Unless we understand this architecture we can never thaw ourselves out.
Among the most prominent elements is the multi-billion dollar business of talk television and opinion radio. More than ever before consumer broadcast choice and preference can be directed and fed with programming and ideological enthusiasms. News has evolved from the once objective big three anchor men to the opinionator class of information sharing where prerequisite skills may be news gatherer or comedian or professional wrestler.
Less obvious but even more impactful are changes to the cycle of policy formulation. Lobbying has evolved into a huge enterprise—$6 billion plus in revenues in the last 24 months involving over 15,000 extremely talented researchers, analysts and former members of the House, Senate and Federal leadership. Gone are the days of the stereotypical wine and diner whose boozey application of charms and attention supported corporate wish lists in the Congress. The game is far more broad gauged and sophisticated today. And there is much of our governing and rulemaking that is significantly supported by the new professional lobbyists—they are like an outsourced professional class of government operatives who stay at their post even as the elected and appointed officials whom they advise come and go with the political winds.

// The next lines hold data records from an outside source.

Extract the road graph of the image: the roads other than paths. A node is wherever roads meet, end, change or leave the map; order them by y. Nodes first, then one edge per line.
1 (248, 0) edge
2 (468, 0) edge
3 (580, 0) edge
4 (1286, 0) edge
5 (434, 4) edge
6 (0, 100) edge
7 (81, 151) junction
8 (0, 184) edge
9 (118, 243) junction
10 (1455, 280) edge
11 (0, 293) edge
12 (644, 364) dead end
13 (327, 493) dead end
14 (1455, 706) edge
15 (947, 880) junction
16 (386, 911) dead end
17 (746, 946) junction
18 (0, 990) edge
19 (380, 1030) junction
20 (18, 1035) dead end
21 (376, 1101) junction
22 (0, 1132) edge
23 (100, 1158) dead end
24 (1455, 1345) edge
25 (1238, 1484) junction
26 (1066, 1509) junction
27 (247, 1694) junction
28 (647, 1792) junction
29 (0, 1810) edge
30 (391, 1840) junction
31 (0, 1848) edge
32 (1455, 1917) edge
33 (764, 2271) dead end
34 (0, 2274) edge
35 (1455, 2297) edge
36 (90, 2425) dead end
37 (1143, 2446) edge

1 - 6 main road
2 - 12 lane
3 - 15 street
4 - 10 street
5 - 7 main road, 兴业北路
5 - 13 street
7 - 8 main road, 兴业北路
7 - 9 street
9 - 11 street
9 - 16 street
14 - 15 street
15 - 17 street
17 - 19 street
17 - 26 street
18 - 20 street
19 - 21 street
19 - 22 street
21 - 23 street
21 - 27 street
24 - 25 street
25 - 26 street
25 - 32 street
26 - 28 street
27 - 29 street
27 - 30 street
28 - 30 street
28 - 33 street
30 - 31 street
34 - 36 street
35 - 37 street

Another element of the influencer class is the selectorate—people of enormous influence who are in the room when you and I are not there. Think tanks have evolved too. They are increasingly well capitalized, some with endowments bigger than small colleges. Others enjoy robust funding from wealthy benefactors. Think of policy formulation as a cycle rather than a discrete event. At key points in this process think tanks can provide research, coaching and well-timed two page memoranda sent to precisely the right policymaker. Think tanks also carry great convening power and play a role in helping legislators and federal operatives access to important people from around the globe. England has its shadow government; our answer is an extraordinary collection of experience and great minds under the banner of think tanks. These well financed organizations are blessed with some exceptional talent. Well-timed communications, lectures, policy briefs, and major research initiatives can have profound impact on the outcome of our policy.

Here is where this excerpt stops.